**How to complete this task**
Scan the entries that follow and copy out every line containing "CIRCLE".

**Given data**
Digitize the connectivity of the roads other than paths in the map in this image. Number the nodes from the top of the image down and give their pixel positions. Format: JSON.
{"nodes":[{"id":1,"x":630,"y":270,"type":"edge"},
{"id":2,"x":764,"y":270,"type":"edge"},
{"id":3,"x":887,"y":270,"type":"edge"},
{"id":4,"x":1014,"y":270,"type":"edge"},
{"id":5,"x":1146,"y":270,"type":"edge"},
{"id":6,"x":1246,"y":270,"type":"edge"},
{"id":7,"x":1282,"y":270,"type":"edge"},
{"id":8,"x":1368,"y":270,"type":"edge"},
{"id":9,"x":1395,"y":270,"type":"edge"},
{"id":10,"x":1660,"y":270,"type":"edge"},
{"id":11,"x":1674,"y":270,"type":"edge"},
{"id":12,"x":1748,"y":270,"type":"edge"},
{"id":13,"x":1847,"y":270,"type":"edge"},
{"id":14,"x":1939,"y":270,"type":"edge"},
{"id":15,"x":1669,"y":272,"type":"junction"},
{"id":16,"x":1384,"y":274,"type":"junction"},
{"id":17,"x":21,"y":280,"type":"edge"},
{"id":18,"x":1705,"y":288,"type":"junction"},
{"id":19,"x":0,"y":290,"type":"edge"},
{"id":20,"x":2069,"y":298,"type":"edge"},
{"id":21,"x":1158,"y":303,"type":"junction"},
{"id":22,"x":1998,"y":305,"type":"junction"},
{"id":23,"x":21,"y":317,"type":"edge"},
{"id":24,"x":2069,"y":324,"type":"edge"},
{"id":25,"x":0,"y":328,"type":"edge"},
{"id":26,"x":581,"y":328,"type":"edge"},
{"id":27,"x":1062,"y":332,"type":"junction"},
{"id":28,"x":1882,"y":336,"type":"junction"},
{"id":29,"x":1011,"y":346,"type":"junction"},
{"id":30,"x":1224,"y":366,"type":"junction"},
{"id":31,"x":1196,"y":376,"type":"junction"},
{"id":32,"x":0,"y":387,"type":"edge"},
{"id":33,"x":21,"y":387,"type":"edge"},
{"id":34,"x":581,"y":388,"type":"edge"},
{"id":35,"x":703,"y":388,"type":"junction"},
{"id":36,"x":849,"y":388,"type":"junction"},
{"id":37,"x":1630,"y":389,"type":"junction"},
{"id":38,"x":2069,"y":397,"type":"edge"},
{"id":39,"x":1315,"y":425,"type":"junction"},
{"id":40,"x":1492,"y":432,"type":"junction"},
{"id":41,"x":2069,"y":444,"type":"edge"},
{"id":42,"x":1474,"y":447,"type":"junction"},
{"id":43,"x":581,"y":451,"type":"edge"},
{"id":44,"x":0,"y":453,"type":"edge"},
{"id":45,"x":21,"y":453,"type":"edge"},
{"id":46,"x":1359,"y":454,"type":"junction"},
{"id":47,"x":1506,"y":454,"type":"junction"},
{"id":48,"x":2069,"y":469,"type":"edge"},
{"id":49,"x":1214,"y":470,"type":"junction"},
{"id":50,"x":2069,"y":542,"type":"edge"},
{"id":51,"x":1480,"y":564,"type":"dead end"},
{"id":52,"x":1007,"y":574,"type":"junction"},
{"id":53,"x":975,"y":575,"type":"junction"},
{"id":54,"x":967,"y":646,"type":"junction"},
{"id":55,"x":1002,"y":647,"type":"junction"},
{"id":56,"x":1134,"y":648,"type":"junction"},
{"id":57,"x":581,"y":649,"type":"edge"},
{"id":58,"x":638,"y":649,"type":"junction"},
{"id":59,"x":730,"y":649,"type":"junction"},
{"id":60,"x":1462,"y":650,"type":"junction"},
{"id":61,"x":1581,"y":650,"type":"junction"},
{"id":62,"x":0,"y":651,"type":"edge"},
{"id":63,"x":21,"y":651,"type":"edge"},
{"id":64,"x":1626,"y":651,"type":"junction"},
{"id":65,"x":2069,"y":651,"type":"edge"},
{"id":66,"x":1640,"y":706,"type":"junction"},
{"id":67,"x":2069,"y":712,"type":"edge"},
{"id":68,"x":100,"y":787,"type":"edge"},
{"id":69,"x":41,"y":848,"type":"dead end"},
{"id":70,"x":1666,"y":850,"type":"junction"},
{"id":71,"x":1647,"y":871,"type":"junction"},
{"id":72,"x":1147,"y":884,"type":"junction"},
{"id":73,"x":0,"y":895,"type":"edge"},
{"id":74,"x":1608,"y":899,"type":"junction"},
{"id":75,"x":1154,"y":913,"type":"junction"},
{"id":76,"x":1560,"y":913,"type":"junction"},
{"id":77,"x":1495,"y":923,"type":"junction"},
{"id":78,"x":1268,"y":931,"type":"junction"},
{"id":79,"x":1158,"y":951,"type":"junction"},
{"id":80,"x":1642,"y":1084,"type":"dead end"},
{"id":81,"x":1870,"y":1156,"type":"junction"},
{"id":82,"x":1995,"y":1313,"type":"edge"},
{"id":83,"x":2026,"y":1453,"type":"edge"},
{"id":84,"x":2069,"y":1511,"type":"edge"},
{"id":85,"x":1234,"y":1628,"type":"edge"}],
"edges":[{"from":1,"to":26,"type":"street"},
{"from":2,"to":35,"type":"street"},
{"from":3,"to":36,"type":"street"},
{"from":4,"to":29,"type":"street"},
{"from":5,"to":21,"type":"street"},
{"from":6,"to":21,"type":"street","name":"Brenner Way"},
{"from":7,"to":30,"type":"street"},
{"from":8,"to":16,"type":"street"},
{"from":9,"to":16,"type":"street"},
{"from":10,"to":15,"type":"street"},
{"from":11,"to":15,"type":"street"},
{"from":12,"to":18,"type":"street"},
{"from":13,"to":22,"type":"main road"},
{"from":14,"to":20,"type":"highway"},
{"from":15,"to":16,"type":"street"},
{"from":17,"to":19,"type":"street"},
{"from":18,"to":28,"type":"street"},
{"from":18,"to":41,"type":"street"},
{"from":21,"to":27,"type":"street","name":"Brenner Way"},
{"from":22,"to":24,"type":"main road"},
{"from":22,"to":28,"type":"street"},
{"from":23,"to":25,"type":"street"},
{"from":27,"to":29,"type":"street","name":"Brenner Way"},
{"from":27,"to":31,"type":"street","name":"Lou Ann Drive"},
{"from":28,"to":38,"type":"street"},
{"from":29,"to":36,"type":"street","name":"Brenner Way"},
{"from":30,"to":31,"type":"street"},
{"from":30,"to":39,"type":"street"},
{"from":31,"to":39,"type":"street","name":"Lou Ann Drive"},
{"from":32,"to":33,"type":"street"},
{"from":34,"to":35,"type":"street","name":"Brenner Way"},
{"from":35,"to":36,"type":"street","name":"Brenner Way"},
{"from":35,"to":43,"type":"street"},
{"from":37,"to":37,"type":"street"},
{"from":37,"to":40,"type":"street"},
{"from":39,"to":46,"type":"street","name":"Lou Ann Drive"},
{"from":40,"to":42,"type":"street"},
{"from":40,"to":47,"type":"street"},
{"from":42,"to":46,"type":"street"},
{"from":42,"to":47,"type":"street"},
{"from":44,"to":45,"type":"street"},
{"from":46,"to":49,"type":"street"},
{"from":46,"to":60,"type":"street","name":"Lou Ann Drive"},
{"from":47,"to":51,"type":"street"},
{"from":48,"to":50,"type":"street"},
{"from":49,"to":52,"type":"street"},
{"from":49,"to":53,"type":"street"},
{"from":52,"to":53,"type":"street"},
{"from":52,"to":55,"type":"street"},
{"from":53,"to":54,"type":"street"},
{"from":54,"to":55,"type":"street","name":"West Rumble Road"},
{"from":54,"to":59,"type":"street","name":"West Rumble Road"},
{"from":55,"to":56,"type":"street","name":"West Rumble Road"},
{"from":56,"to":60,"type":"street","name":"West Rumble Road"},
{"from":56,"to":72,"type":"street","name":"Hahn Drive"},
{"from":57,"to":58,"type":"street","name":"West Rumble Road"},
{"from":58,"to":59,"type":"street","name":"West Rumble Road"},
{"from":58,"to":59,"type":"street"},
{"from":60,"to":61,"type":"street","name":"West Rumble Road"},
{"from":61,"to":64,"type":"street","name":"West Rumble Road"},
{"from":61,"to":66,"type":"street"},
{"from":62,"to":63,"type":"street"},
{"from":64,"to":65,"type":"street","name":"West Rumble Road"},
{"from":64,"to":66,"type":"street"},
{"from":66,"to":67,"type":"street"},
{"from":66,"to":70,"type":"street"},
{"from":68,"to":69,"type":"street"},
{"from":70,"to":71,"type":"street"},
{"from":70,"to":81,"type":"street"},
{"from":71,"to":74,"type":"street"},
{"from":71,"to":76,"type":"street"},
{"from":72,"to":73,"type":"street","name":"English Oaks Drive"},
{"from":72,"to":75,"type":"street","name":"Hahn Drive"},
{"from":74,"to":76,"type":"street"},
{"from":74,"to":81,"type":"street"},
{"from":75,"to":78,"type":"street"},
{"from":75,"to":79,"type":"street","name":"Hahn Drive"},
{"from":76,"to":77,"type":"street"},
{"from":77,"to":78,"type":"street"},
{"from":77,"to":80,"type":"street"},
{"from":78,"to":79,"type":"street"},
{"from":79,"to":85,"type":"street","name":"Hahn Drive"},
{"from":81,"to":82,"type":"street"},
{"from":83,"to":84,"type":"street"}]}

==

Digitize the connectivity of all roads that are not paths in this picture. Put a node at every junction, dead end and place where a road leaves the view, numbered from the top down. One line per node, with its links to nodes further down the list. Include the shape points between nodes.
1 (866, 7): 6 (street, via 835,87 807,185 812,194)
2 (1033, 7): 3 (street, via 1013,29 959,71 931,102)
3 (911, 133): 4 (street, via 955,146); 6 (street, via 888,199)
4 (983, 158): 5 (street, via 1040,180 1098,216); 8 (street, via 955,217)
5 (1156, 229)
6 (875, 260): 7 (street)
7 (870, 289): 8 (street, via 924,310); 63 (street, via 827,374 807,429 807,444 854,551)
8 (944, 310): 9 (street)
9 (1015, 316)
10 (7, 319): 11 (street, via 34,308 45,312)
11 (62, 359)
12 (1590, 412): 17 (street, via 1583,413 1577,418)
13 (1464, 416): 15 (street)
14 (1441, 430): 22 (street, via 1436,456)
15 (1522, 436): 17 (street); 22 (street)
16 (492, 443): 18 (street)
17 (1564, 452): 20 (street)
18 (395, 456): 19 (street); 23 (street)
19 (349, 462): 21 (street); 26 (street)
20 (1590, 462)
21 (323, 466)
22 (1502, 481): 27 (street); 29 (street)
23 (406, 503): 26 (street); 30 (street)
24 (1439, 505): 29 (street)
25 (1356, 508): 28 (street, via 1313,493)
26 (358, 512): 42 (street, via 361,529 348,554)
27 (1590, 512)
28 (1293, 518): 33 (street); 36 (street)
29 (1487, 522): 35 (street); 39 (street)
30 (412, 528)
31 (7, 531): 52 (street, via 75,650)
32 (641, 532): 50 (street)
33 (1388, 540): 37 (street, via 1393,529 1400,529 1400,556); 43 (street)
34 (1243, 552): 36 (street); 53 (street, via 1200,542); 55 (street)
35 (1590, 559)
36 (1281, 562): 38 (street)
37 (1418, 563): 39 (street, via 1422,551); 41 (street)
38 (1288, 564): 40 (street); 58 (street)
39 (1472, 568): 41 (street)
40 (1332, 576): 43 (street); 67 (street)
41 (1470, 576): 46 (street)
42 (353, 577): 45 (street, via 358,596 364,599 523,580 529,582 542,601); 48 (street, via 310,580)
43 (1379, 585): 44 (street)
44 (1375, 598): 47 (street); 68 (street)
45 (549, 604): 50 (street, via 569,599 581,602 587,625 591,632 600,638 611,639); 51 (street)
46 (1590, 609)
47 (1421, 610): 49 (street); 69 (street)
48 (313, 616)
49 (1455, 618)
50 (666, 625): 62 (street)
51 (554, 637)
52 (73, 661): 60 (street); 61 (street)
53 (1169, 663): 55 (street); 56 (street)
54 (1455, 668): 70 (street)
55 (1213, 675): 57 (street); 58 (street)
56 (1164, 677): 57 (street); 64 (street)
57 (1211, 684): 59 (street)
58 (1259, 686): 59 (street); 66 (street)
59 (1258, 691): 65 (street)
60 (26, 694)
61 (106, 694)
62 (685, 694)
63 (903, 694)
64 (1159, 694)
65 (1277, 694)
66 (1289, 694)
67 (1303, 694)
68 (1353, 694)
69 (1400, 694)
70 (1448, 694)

==

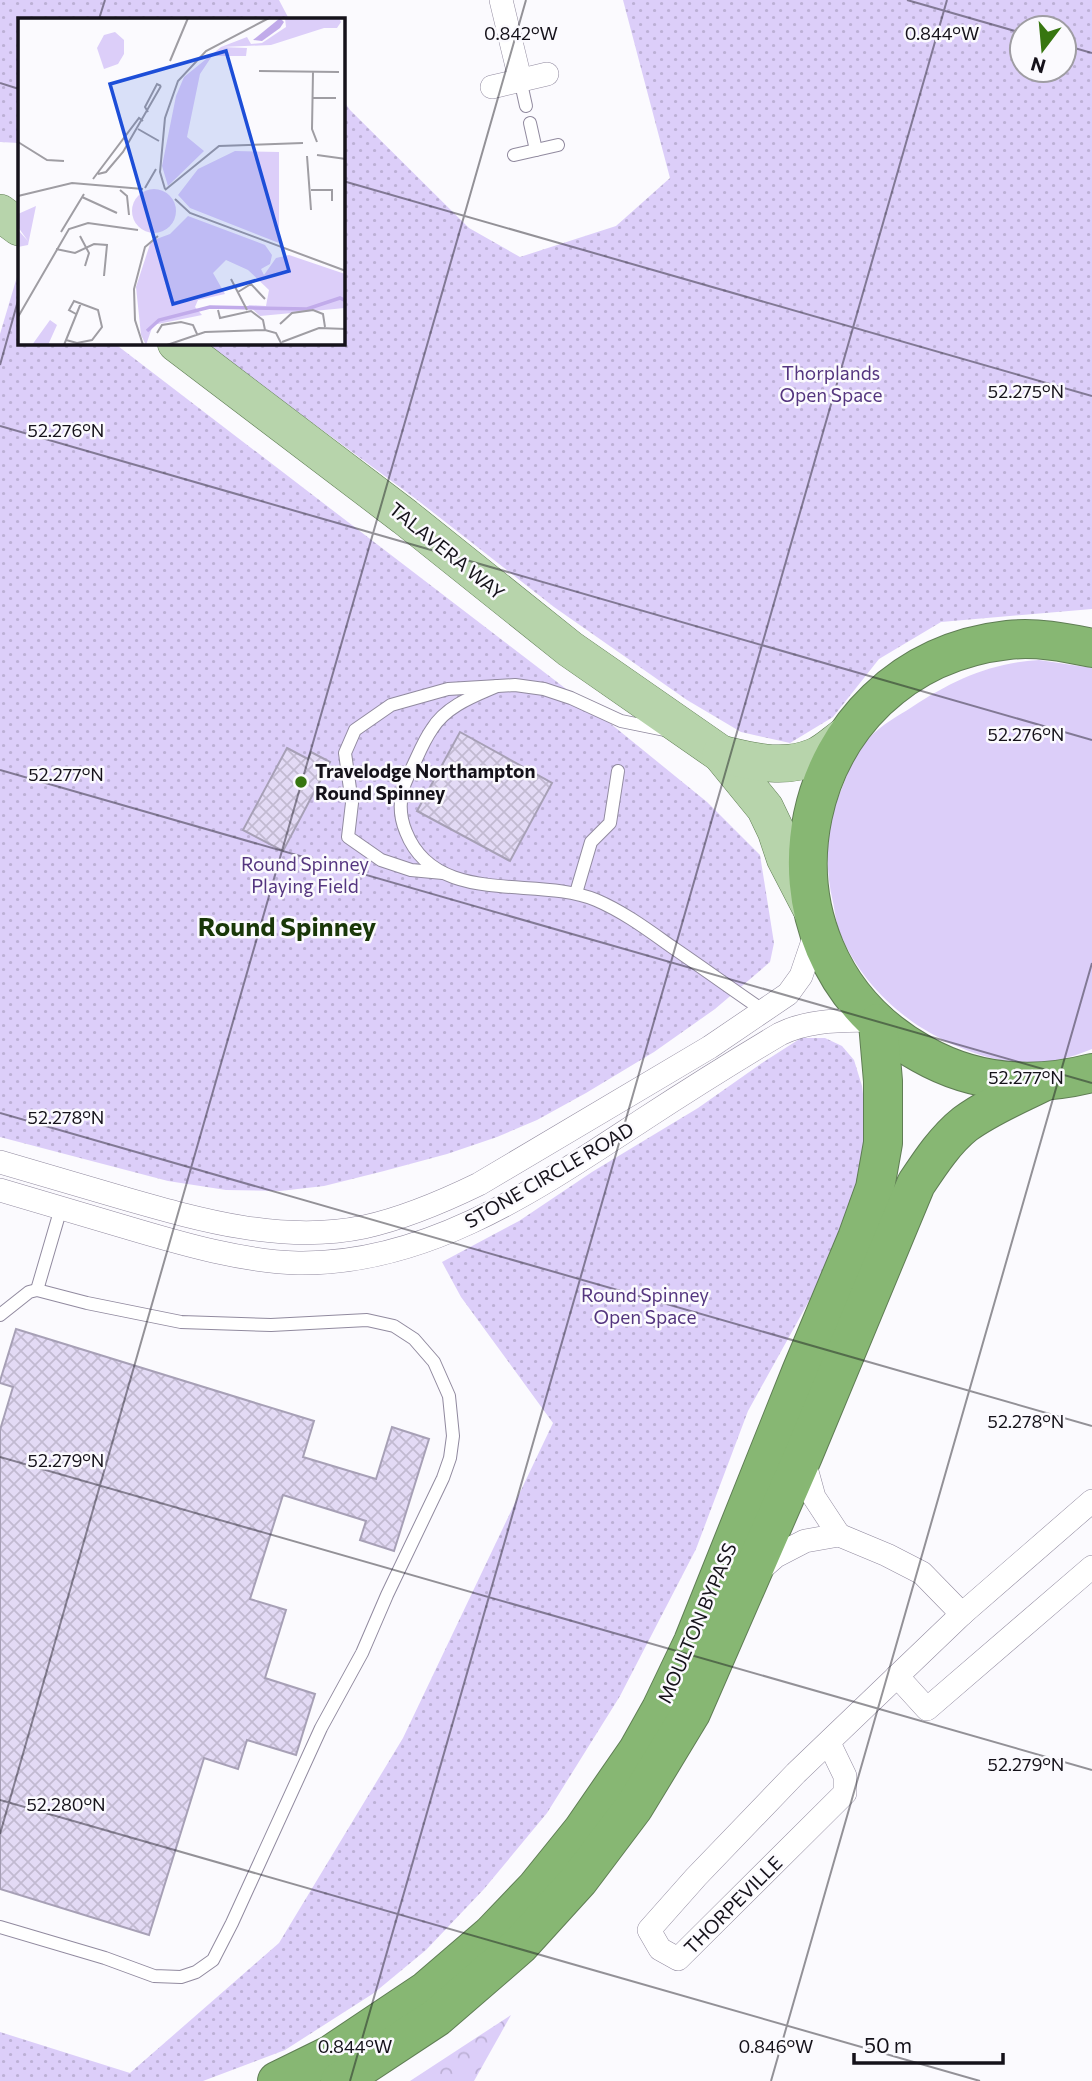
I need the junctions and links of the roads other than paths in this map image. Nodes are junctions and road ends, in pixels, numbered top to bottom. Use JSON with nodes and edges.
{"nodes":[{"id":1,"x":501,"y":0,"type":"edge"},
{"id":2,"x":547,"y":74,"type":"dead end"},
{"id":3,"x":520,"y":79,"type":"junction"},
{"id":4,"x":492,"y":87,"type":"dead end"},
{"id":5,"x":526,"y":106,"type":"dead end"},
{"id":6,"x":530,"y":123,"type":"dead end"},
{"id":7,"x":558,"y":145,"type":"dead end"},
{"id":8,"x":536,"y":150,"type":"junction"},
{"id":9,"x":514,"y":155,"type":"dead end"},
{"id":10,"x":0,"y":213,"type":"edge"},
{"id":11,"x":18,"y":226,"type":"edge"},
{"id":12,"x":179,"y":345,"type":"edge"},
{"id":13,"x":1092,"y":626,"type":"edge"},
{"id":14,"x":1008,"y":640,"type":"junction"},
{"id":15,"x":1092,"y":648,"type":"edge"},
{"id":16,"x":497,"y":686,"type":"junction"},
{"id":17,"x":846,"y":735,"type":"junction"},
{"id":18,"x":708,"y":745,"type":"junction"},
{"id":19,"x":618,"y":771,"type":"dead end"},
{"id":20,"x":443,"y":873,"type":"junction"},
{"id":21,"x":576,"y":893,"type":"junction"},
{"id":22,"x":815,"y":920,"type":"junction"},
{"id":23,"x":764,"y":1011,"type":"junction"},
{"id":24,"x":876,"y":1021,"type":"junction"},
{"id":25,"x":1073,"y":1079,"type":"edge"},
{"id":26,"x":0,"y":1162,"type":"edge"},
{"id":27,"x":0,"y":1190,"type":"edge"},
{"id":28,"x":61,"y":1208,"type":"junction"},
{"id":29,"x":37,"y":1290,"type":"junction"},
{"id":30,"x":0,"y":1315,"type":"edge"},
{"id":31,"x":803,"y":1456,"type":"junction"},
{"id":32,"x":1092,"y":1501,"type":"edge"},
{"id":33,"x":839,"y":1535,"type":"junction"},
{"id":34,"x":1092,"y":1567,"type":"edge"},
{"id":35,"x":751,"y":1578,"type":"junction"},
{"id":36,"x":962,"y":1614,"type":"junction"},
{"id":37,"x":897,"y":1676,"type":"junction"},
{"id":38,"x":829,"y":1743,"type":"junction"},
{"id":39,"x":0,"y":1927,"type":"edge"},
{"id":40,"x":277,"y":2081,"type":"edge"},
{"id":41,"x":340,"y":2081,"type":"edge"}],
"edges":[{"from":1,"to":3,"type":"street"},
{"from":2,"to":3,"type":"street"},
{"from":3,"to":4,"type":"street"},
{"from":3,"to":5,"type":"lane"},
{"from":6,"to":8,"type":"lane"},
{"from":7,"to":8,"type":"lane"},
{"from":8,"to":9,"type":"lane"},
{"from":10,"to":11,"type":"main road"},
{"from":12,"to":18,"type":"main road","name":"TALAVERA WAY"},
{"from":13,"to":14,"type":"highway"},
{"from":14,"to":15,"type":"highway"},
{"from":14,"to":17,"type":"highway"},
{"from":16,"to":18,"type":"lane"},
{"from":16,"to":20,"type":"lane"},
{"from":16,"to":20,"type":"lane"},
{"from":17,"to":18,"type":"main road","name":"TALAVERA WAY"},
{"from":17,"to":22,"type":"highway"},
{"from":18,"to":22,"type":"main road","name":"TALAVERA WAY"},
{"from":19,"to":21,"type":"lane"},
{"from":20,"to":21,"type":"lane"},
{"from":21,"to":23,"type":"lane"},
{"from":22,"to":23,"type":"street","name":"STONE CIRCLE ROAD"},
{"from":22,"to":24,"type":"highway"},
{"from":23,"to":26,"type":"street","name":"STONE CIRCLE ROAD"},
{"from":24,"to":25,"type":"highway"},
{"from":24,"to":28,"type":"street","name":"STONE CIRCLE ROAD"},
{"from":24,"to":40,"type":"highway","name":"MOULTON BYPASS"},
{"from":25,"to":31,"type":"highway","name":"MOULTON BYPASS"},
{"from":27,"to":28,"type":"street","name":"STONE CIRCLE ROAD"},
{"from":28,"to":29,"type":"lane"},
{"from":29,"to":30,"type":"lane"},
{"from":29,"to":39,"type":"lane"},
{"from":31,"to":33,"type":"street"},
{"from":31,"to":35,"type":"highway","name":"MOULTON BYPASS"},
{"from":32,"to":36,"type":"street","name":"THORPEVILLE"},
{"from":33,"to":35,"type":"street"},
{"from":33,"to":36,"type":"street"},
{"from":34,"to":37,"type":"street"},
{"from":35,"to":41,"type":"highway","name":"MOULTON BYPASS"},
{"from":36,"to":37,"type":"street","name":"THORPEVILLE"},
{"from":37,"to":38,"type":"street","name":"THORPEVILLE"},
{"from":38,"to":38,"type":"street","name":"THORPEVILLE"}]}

**Answer box**
{"from":22,"to":23,"type":"street","name":"STONE CIRCLE ROAD"},
{"from":23,"to":26,"type":"street","name":"STONE CIRCLE ROAD"},
{"from":24,"to":28,"type":"street","name":"STONE CIRCLE ROAD"},
{"from":27,"to":28,"type":"street","name":"STONE CIRCLE ROAD"},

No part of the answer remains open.